START Data listing

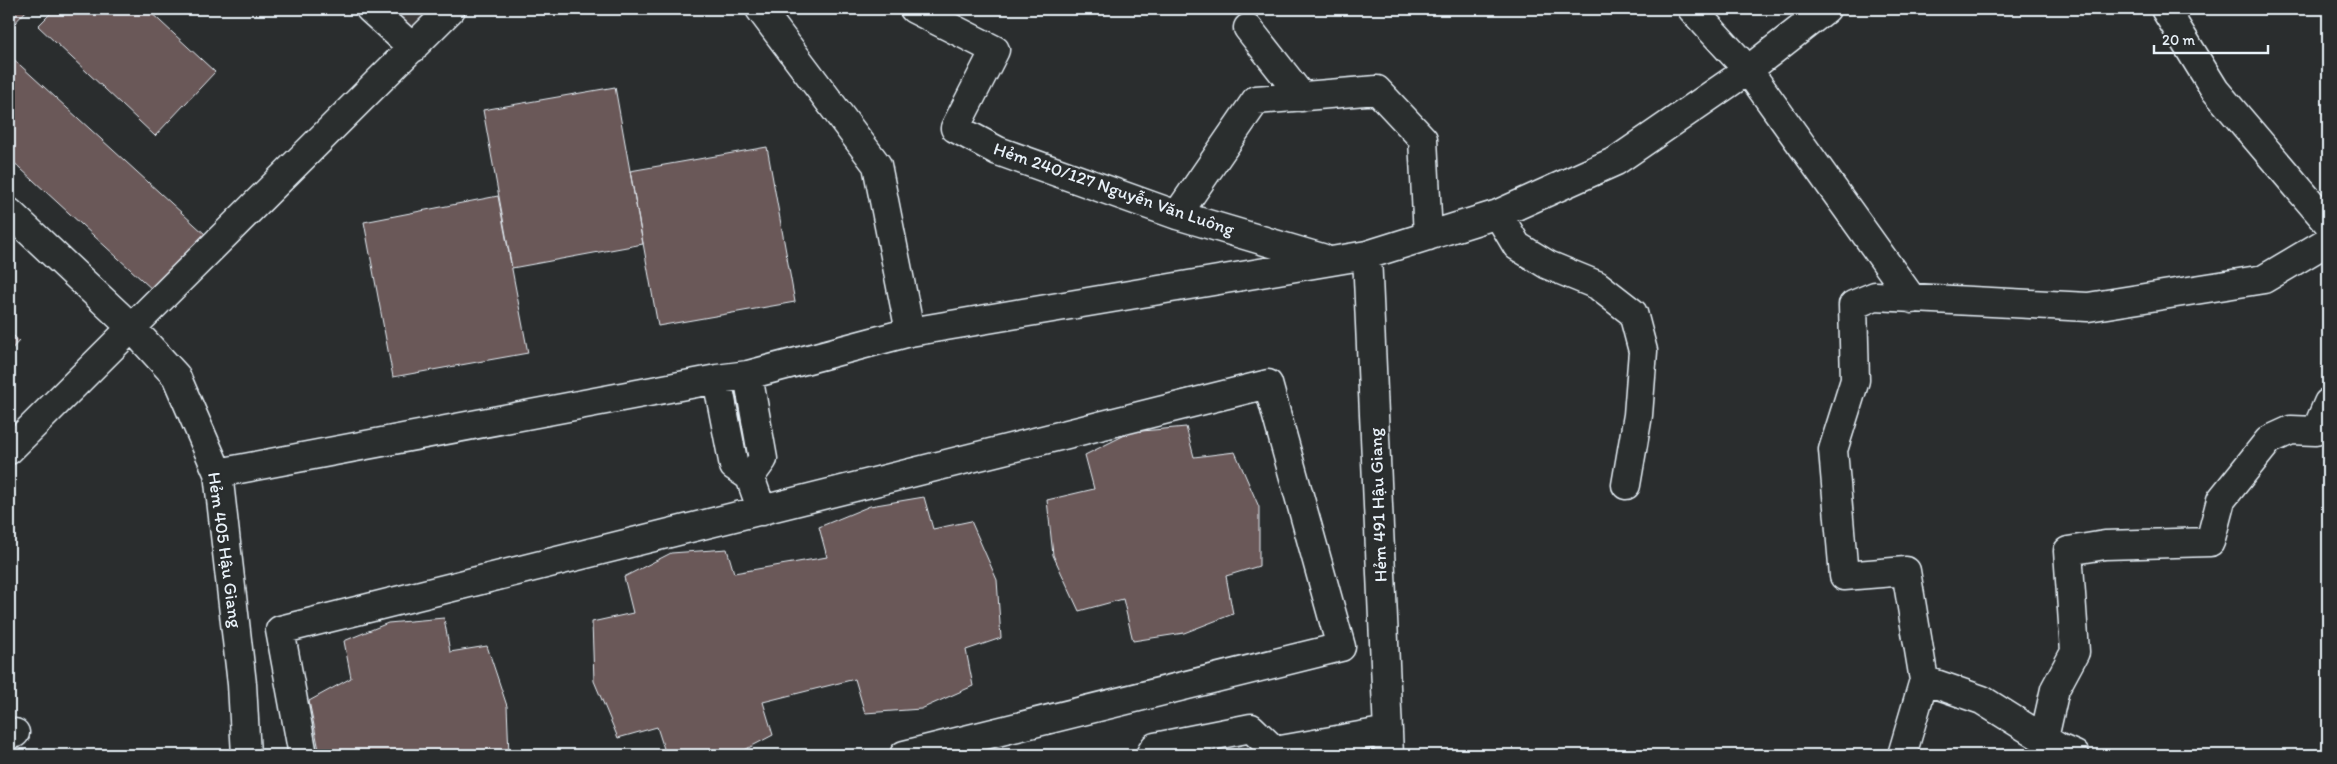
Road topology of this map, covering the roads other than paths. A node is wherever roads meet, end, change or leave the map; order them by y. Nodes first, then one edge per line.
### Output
1 (370, 9) edge
2 (451, 9) edge
3 (760, 9) edge
4 (914, 9) edge
5 (1692, 9) edge
6 (1826, 9) edge
7 (2165, 9) edge
8 (1248, 28) dead end
9 (413, 48) junction
10 (1748, 70) junction
11 (1302, 97) junction
12 (9, 212) edge
13 (1498, 214) junction
14 (1177, 215) junction
15 (2328, 223) edge
16 (1428, 236) junction
17 (2328, 241) edge
18 (1367, 255) junction
19 (1331, 260) junction
20 (1912, 299) junction
21 (131, 327) junction
22 (910, 332) junction
23 (748, 375) junction
24 (717, 378) junction
25 (2328, 403) edge
26 (9, 450) edge
27 (218, 473) junction
28 (750, 477) junction
29 (1626, 484) dead end
30 (762, 511) junction
31 (1924, 680) junction
32 (2044, 738) junction
33 (1388, 743) edge
34 (1274, 753) edge
35 (246, 755) edge
36 (303, 755) edge
37 (904, 755) edge
38 (1150, 755) edge
39 (1902, 755) edge
40 (2075, 755) edge

1 - 9 street
2 - 9 street
3 - 22 street
4 - 14 street, Hẻm 240/127 Nguyễn Văn Luông
5 - 10 street
6 - 10 street, Hẻm 240/127 Nguyễn Văn Luông
7 - 15 street
8 - 11 street
9 - 21 street
10 - 13 street, Hẻm 240/127 Nguyễn Văn Luông
10 - 20 street
11 - 14 street
11 - 16 street
12 - 21 street, Hẻm 405 Hậu Giang
13 - 16 street, Hẻm 240/127 Nguyễn Văn Luông
13 - 29 street
14 - 19 street, Hẻm 240/127 Nguyễn Văn Luông
16 - 18 street, Hẻm 240/127 Nguyễn Văn Luông
17 - 20 street
18 - 19 street, Hẻm 240/127 Nguyễn Văn Luông
18 - 33 street, Hẻm 491 Hậu Giang
19 - 22 street, Hẻm 240/127 Nguyễn Văn Luông
20 - 31 street
21 - 26 street
21 - 27 street, Hẻm 405 Hậu Giang
22 - 23 street, Hẻm 240/127 Nguyễn Văn Luông
23 - 24 street, Hẻm 240/127 Nguyễn Văn Luông
23 - 28 street
24 - 27 street, Hẻm 240/127 Nguyễn Văn Luông
24 - 28 street
25 - 32 street
27 - 35 street, Hẻm 405 Hậu Giang
28 - 30 street
30 - 36 street
30 - 37 street
31 - 32 street
31 - 39 street
32 - 40 street
33 - 34 street
34 - 38 street

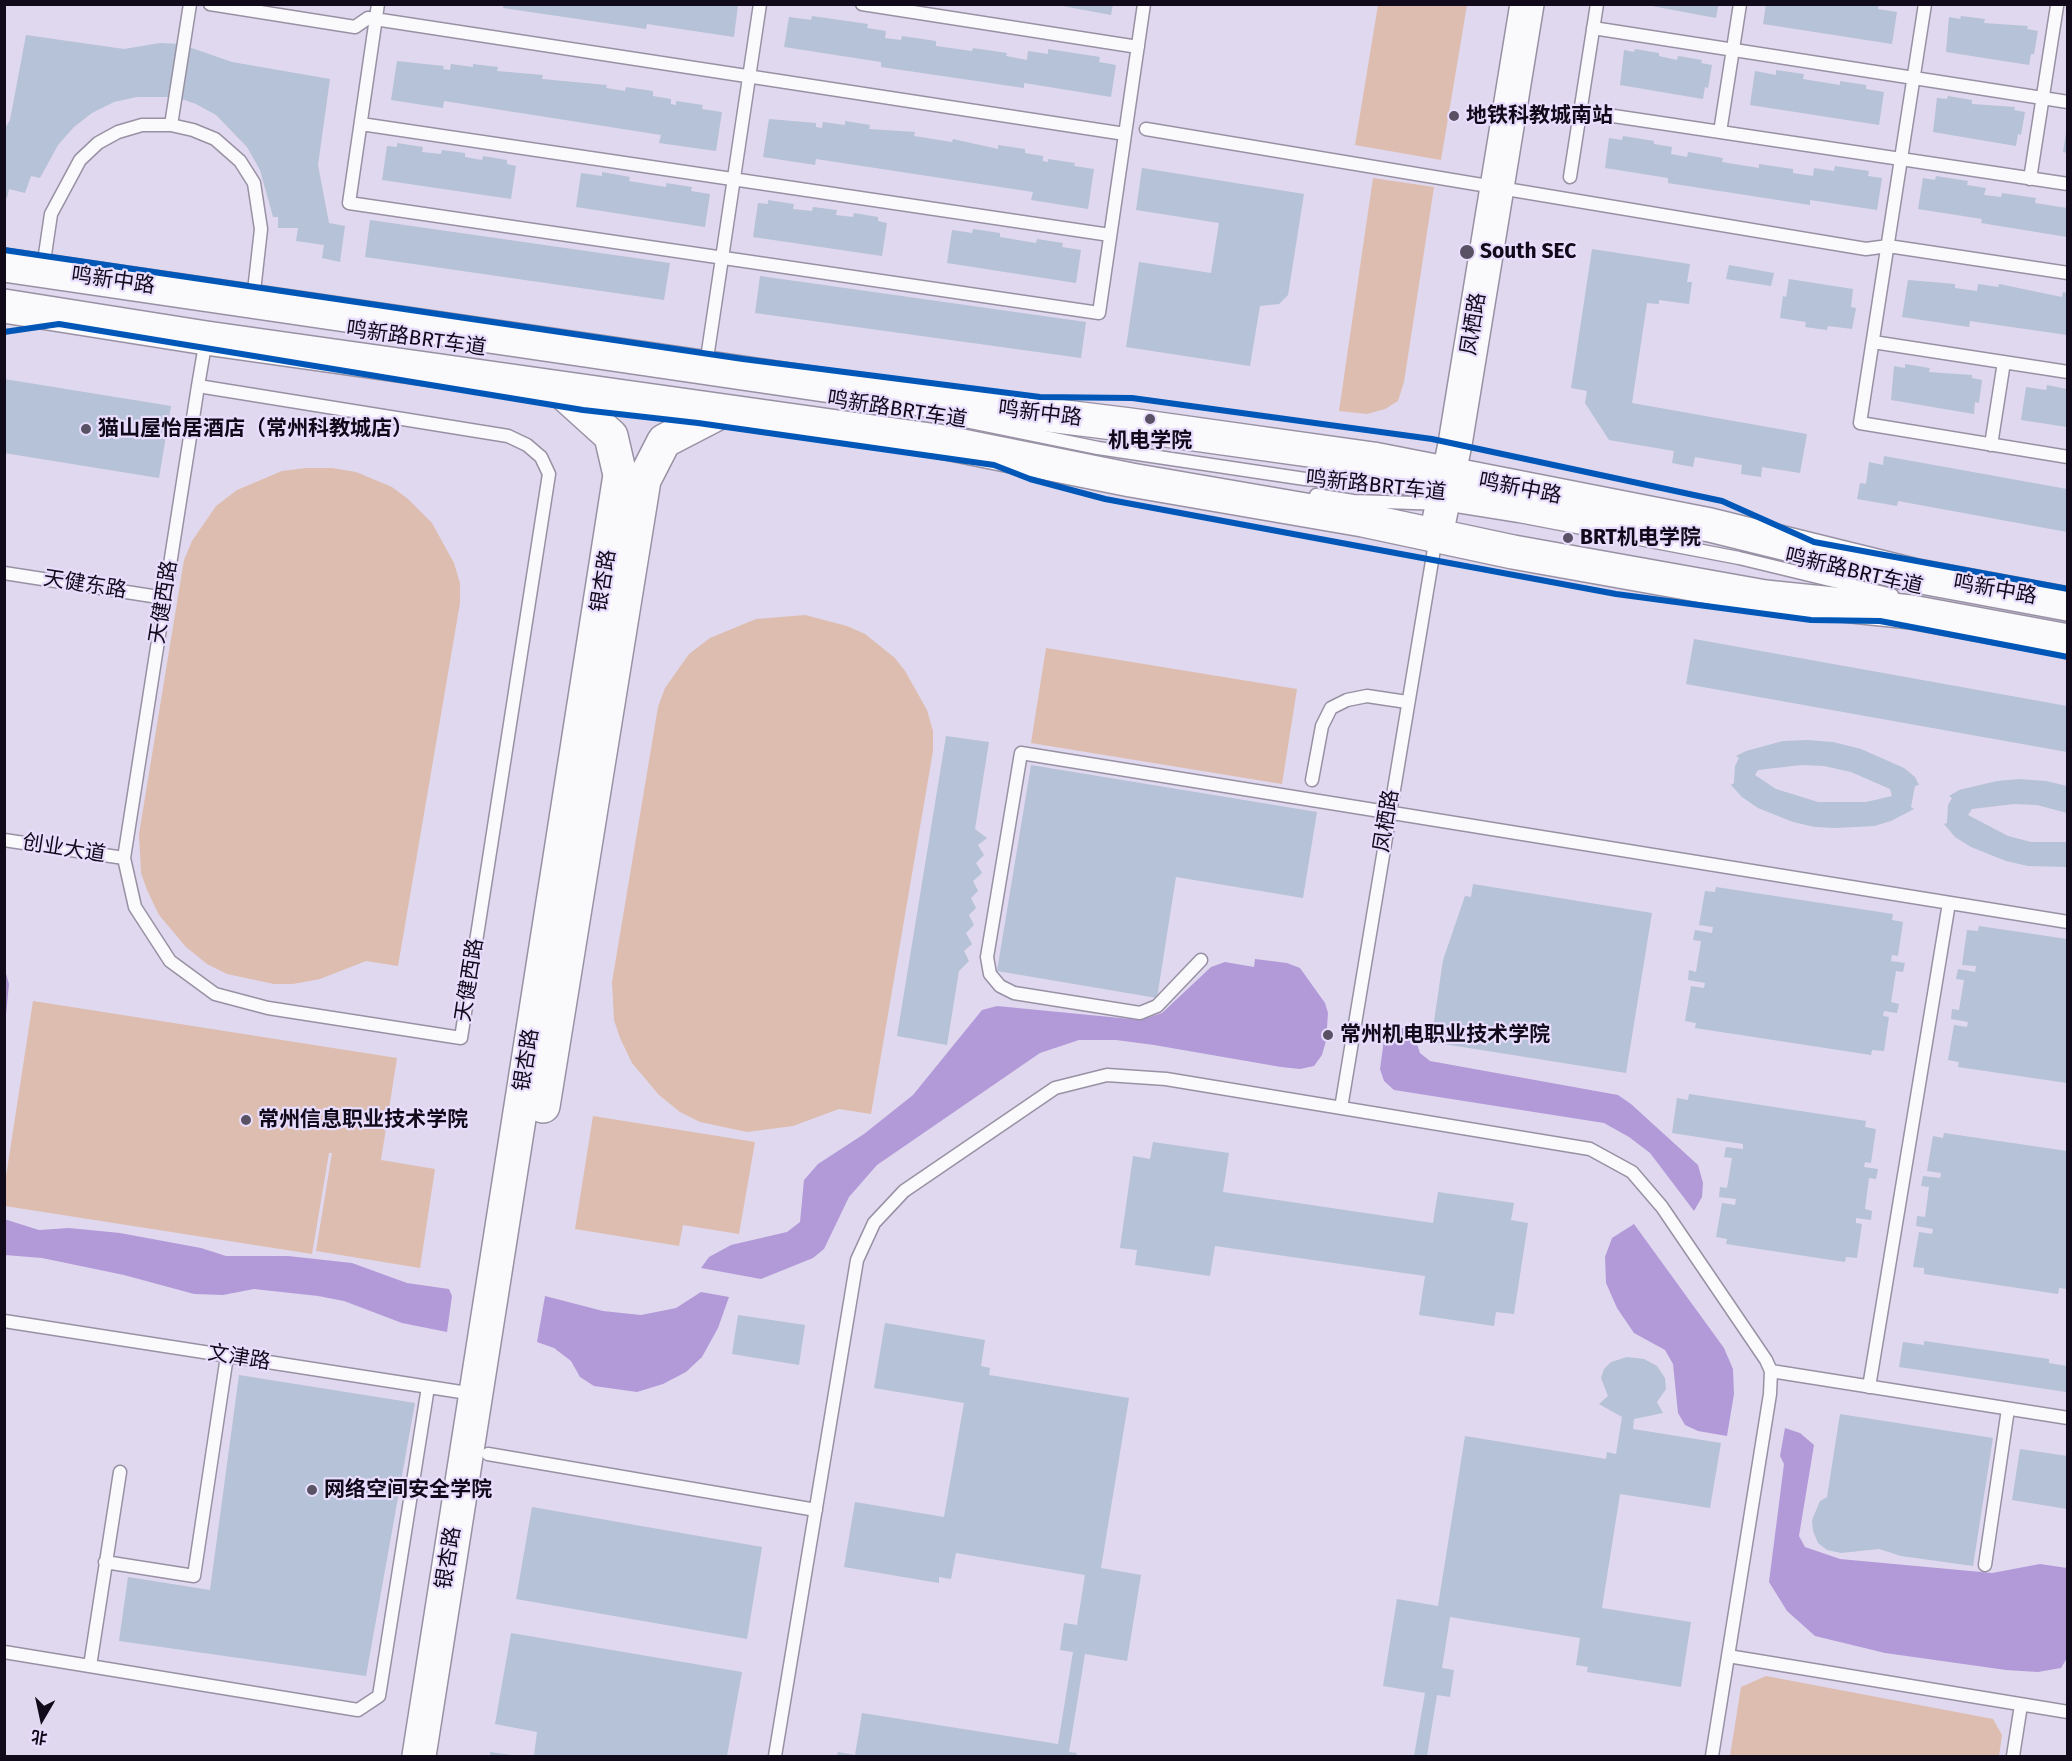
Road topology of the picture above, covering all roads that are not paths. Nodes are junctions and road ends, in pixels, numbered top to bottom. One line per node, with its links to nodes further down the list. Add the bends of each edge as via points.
1 (190, 4): 23 (lane)
2 (210, 4): 13 (lane, via 355,27 368,18)
3 (378, 4): 13 (lane)
4 (760, 4): 17 (lane)
5 (862, 4): 15 (lane)
6 (1144, 4): 15 (lane)
7 (1506, 4): 31 (main road, 凤栖路)
8 (1527, 4): 31 (main road, 凤栖路)
9 (1597, 4): 14 (lane)
10 (1740, 4): 16 (lane)
11 (1925, 4): 18 (lane)
12 (2057, 6): 19 (lane)
13 (376, 20): 17 (lane); 22 (lane)
14 (1593, 28): 16 (lane); 21 (lane)
15 (1138, 47): 26 (lane)
16 (1733, 50): 18 (lane); 25 (lane)
17 (749, 76): 26 (lane); 30 (lane)
18 (1914, 78): 19 (lane); 27 (lane)
19 (2043, 99): 20 (lane); 29 (lane)
20 (2067, 102)
21 (1580, 111): 25 (lane); 28 (lane)
22 (360, 124): 30 (lane); 35 (lane, via 349,203)
23 (171, 125): 37 (lane, via 142,125 118,132 98,143 80,160 51,214); 40 (lane, via 215,139 240,161 254,183 261,229)
24 (1146, 129): 31 (lane)
25 (1720, 132): 27 (lane)
26 (1125, 134): 33 (lane)
27 (1901, 159): 29 (lane); 34 (lane)
28 (1570, 177)
29 (2030, 178): 32 (lane)
30 (733, 179): 33 (lane); 35 (lane)
31 (1486, 184): 34 (lane, via 1866,249); 54 (main road, 凤栖路)
32 (2067, 184)
33 (1110, 235): 35 (lane, via 1099,312)
34 (1888, 246): 38 (lane); 44 (lane)
35 (721, 258): 49 (lane)
36 (4, 265): 37 (main road, 鸣新中路)
37 (43, 271): 40 (main road, 鸣新中路)
38 (2067, 273)
39 (4, 294): 41 (lane)
40 (253, 301): 49 (main road, 鸣新中路)
41 (80, 305)
42 (4, 306): 43 (main road, 鸣新中路)
43 (206, 338): 47 (lane, 天健西路); 48 (main road, 鸣新中路)
44 (1873, 342): 45 (lane); 51 (lane, via 1860,423)
45 (2004, 362): 46 (lane); 51 (lane)
46 (2067, 372)
47 (198, 386): 58 (lane, 天健西路); 67 (lane, 天健西路, via 508,436 542,457 549,474 461,1038 268,1008 214,994 170,961 135,907)
48 (558, 388): 49 (main road, 鸣新中路); 77 (main road, 银杏路, via 611,436 620,475)
49 (717, 388): 50 (main road, 鸣新中路); 50 (lane, 鸣新路BRT车道, via 926,413); 56 (main road, 鸣新中路, via 937,441); 80 (main road, 银杏路, via 664,441 644,480)
50 (884, 394): 54 (main road, 鸣新中路, via 1373,459)
51 (1991, 445): 52 (lane)
52 (2067, 457)
53 (1227, 481): 54 (lane, 鸣新路BRT车道, via 1112,462 945,423 1305,479)
54 (1439, 489): 55 (lane, 鸣新路BRT车道, via 1353,501); 56 (main road, 凤栖路); 59 (main road, 鸣新中路, via 1710,525 1917,576); 60 (lane, 鸣新路BRT车道, via 1912,601); 61 (lane, 鸣新路BRT车道)
55 (1307, 494)
56 (1436, 535): 62 (main road, 鸣新中路, via 1765,597 1911,612); 63 (lane, 凤栖路)
57 (4, 573): 58 (lane, 天健东路)
58 (165, 598): 67 (lane, 天健西路)
59 (2067, 604)
60 (1971, 610)
61 (2067, 615)
62 (2067, 641)
63 (1407, 702): 64 (lane, via 1367,696 1330,708 1322,726); 65 (lane, 凤栖路)
64 (1312, 780)
65 (1388, 814): 68 (lane); 70 (lane, via 1021,753 987,957 990,974 1000,986 1014,993 1140,1013 1157,1006); 71 (lane, 凤栖路)
66 (4, 840): 67 (lane, 创业大道)
67 (124, 858)
68 (1948, 903): 69 (lane); 76 (lane)
69 (2067, 922)
70 (1201, 960)
71 (1341, 1108): 74 (lane, via 1590,1149 1632,1172 1662,1206); 82 (lane, via 1166,1079 1107,1075 1055,1088 904,1191 874,1223 857,1260)
72 (4, 1321): 73 (lane, 文津路)
73 (227, 1356): 75 (lane, 文津路); 83 (lane, via 194,1576)
74 (1771, 1371): 76 (lane); 86 (lane)
75 (428, 1387): 77 (lane, 文津路); 87 (lane, via 379,1696 357,1710)
76 (1869, 1387): 78 (lane)
77 (474, 1394): 90 (main road, 银杏路)
78 (2008, 1409): 79 (lane); 84 (lane)
79 (2067, 1418)
80 (488, 1454): 82 (lane); 91 (main road, 银杏路)
81 (120, 1472): 83 (lane)
82 (816, 1510): 92 (lane)
83 (105, 1562): 87 (lane)
84 (1985, 1565)
85 (4, 1652): 87 (lane)
86 (1728, 1656): 88 (lane); 93 (lane)
87 (90, 1666)
88 (2021, 1705): 89 (lane); 94 (lane)
89 (2067, 1712)
90 (418, 1756)
91 (440, 1756)
92 (775, 1756)
93 (1712, 1756)
94 (2013, 1756)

END Data listing

= Action item =
The string "roads" may appear in lines of the entries above. Say how many such lines there are, as a number only.

= Task answer =
2